→ **What you are asked to do**
Return the lines below that contain "Rruga".

= Beginning of Section =

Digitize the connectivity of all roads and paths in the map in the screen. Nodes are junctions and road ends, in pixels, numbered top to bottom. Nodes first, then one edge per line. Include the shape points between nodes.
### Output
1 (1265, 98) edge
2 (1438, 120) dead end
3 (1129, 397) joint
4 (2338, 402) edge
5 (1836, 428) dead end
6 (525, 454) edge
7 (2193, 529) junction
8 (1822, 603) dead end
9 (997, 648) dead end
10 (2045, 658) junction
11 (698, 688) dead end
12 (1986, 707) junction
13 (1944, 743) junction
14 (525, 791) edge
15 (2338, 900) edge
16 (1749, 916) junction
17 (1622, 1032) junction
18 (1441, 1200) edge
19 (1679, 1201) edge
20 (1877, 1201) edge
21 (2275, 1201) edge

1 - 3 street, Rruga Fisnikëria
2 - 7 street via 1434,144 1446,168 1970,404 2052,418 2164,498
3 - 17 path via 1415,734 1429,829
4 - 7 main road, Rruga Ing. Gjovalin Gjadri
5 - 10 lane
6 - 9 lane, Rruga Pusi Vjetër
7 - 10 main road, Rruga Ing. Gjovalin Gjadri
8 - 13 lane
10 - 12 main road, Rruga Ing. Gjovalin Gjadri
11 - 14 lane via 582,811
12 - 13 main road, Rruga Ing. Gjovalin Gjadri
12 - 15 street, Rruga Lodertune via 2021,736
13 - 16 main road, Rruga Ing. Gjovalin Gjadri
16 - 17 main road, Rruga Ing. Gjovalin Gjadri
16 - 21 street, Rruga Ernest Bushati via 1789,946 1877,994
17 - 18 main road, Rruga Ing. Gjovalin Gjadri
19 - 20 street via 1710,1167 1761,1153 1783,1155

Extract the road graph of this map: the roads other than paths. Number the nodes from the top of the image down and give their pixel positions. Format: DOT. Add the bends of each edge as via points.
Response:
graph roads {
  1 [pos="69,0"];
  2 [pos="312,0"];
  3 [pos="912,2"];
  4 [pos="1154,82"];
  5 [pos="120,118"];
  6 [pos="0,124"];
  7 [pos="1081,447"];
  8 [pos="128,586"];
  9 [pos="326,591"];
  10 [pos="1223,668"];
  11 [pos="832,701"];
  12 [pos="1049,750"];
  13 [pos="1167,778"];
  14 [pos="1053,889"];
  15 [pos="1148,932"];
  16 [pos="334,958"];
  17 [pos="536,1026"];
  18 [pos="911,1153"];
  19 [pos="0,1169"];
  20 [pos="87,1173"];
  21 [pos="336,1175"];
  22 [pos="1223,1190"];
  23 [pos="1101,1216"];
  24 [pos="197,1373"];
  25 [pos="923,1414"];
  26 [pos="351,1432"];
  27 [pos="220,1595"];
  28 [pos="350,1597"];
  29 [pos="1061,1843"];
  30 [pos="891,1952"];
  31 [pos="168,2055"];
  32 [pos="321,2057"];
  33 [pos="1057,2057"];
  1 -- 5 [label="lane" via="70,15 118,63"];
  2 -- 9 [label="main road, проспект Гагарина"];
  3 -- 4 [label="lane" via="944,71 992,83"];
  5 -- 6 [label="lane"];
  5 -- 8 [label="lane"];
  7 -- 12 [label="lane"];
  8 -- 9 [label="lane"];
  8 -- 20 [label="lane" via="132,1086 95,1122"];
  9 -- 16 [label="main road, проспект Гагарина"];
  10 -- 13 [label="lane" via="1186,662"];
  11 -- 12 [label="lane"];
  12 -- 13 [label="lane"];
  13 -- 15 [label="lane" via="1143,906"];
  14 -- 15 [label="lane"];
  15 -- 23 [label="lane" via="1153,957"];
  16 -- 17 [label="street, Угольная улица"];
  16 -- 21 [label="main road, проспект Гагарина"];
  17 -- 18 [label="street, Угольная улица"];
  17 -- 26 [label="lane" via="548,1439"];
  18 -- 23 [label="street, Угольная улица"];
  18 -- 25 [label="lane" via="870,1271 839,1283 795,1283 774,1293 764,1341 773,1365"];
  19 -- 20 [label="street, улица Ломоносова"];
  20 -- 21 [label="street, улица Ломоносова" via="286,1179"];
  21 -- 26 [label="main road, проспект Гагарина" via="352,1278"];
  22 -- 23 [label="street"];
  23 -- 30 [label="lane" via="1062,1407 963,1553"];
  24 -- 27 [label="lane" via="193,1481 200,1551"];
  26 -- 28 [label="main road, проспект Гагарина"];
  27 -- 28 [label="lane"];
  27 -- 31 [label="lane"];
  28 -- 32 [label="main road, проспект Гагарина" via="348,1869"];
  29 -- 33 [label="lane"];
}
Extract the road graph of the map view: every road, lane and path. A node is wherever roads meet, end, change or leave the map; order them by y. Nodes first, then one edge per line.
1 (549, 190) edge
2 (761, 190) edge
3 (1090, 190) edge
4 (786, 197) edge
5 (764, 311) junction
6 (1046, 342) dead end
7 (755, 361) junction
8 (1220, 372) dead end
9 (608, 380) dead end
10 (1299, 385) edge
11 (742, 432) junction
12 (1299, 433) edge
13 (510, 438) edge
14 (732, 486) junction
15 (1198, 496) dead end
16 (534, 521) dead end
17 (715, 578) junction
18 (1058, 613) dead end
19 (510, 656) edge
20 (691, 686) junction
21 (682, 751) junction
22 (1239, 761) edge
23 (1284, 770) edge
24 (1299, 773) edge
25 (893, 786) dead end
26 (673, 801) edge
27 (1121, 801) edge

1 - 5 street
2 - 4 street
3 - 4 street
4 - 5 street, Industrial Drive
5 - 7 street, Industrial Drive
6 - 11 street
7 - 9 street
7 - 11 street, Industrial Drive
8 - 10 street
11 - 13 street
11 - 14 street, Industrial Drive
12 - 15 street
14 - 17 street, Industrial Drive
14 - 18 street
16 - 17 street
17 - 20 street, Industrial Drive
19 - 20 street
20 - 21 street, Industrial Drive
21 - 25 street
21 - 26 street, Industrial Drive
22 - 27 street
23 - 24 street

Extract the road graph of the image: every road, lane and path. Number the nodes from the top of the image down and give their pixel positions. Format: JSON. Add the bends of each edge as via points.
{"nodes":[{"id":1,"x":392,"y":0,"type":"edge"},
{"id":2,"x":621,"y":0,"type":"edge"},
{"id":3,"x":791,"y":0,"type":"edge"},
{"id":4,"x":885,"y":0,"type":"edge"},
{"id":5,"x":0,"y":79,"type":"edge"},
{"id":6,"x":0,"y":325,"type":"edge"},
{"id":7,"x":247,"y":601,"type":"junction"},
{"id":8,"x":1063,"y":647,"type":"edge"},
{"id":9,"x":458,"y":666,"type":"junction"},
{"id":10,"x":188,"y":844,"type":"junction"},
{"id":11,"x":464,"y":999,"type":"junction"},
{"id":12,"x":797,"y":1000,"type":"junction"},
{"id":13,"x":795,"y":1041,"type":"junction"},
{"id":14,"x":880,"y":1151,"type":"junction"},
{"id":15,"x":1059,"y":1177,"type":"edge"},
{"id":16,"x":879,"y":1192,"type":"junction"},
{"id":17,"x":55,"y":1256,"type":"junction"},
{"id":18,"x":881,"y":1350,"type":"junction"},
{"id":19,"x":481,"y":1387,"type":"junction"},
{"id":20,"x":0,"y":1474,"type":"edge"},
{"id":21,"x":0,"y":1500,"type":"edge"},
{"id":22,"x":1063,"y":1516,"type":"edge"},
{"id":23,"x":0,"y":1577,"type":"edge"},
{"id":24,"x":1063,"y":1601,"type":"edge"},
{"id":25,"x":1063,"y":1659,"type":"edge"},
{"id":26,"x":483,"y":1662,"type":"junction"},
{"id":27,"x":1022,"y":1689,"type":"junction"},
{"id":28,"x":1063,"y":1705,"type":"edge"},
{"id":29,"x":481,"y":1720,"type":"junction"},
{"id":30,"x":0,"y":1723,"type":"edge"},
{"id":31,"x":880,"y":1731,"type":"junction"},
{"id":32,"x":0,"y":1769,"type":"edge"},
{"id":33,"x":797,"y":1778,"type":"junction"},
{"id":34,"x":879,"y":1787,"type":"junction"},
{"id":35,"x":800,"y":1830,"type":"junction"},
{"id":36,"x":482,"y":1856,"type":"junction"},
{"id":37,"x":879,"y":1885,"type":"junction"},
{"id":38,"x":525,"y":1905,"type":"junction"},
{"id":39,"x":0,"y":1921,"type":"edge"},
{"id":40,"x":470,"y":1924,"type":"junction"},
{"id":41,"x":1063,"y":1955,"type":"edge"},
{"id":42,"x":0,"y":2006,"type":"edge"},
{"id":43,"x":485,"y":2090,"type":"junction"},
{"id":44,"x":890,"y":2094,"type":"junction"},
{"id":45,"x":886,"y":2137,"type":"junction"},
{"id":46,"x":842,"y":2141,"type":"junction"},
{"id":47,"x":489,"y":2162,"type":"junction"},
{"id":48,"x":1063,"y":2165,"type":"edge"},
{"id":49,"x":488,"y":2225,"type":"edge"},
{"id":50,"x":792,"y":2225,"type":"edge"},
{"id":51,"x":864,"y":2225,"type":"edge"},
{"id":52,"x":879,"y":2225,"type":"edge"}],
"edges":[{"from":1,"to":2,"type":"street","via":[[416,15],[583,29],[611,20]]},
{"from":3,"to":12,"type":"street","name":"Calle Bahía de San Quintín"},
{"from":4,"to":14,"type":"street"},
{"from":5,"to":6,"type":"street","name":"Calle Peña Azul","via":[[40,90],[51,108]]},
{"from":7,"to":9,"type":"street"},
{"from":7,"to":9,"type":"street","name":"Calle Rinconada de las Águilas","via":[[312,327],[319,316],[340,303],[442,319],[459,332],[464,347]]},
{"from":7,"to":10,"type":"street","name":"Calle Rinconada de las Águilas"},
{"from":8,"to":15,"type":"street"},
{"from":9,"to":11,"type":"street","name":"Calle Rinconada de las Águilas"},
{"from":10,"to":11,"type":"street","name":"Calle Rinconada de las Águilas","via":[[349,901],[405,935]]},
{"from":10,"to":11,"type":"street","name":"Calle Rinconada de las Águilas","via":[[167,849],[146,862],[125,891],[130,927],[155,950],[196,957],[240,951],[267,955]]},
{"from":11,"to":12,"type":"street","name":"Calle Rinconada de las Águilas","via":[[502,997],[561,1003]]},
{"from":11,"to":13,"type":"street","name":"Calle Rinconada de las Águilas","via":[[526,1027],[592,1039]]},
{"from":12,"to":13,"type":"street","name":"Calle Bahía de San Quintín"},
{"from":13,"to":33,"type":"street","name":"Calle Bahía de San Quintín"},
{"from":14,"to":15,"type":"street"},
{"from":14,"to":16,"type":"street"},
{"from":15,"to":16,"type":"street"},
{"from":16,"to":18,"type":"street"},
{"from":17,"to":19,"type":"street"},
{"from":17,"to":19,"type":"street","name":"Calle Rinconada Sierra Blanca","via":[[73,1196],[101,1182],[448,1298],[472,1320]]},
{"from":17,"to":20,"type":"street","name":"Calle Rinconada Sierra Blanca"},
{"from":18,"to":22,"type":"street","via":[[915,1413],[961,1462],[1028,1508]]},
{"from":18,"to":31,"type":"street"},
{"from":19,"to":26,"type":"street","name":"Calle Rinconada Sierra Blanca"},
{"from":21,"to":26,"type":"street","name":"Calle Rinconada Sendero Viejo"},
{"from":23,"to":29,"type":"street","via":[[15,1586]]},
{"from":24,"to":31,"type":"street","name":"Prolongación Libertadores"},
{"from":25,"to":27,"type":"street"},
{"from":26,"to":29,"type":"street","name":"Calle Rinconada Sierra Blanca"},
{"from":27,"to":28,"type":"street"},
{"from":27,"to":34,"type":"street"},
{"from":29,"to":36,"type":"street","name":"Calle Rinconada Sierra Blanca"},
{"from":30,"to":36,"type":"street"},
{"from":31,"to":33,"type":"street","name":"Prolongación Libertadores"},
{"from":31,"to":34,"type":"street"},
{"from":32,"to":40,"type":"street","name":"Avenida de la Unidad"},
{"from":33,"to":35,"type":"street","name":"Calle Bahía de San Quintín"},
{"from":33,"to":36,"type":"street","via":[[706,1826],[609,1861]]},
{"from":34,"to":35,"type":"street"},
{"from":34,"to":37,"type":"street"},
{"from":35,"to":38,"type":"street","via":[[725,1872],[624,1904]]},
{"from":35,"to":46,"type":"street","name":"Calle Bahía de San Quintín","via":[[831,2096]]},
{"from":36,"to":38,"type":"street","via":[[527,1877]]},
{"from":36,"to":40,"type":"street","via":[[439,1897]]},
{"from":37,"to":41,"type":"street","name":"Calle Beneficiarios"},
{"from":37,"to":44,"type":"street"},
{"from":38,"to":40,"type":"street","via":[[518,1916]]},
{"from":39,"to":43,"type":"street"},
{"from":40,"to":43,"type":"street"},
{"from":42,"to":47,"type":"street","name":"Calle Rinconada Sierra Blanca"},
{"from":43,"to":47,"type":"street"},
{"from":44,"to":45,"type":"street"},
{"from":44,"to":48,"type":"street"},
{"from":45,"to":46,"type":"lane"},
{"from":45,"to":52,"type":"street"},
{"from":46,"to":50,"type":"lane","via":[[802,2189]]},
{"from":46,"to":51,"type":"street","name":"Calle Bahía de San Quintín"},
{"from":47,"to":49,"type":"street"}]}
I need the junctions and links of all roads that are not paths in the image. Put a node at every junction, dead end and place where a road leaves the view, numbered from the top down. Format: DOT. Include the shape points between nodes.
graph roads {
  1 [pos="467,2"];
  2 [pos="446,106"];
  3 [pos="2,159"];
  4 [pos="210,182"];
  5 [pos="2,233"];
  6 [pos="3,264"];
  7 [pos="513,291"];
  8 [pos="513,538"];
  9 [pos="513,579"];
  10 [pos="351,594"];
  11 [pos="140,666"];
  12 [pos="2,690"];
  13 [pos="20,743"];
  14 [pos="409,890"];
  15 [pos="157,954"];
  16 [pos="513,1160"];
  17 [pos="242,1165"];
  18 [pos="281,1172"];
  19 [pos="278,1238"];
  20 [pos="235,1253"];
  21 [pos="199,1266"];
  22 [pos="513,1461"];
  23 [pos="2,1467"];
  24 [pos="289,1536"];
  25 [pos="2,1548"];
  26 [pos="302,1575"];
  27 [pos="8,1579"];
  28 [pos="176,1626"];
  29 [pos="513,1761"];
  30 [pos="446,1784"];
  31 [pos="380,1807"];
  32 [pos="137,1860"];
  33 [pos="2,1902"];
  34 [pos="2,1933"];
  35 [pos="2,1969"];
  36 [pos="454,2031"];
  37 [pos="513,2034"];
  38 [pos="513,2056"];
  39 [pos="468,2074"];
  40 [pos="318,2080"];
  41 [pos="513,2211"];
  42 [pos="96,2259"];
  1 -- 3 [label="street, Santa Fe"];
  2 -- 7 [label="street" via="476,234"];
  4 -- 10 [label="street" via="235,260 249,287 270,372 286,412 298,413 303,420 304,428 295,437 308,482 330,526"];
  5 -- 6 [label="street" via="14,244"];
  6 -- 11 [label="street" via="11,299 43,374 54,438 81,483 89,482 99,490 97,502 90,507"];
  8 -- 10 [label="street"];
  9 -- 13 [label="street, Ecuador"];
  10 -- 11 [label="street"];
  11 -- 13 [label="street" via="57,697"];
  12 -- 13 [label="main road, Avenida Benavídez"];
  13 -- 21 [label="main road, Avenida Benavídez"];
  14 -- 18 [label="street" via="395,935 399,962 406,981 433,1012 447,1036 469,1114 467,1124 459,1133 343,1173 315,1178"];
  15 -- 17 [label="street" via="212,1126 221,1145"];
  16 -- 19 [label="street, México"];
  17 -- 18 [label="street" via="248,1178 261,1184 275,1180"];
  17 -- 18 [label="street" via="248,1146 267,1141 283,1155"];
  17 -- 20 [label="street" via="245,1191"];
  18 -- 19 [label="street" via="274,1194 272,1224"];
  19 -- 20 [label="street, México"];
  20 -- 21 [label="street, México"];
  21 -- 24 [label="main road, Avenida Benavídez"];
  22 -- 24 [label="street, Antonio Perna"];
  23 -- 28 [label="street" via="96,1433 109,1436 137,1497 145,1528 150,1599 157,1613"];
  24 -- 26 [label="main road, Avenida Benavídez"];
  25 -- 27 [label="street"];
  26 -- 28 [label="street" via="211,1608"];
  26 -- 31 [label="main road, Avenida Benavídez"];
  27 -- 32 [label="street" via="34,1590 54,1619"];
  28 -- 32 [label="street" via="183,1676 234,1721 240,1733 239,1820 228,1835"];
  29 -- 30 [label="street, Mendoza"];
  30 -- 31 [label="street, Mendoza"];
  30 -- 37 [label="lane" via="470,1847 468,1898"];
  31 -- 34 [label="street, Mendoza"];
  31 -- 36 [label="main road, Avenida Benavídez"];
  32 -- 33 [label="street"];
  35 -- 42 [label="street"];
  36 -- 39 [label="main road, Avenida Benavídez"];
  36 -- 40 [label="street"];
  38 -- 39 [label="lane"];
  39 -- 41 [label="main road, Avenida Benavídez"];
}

= End of Section =

→ **Solution**
1 - 3 street, Rruga Fisnikëria
4 - 7 main road, Rruga Ing. Gjovalin Gjadri
6 - 9 lane, Rruga Pusi Vjetër
7 - 10 main road, Rruga Ing. Gjovalin Gjadri
10 - 12 main road, Rruga Ing. Gjovalin Gjadri
12 - 13 main road, Rruga Ing. Gjovalin Gjadri
12 - 15 street, Rruga Lodertune via 2021,736
13 - 16 main road, Rruga Ing. Gjovalin Gjadri
16 - 17 main road, Rruga Ing. Gjovalin Gjadri
16 - 21 street, Rruga Ernest Bushati via 1789,946 1877,994
17 - 18 main road, Rruga Ing. Gjovalin Gjadri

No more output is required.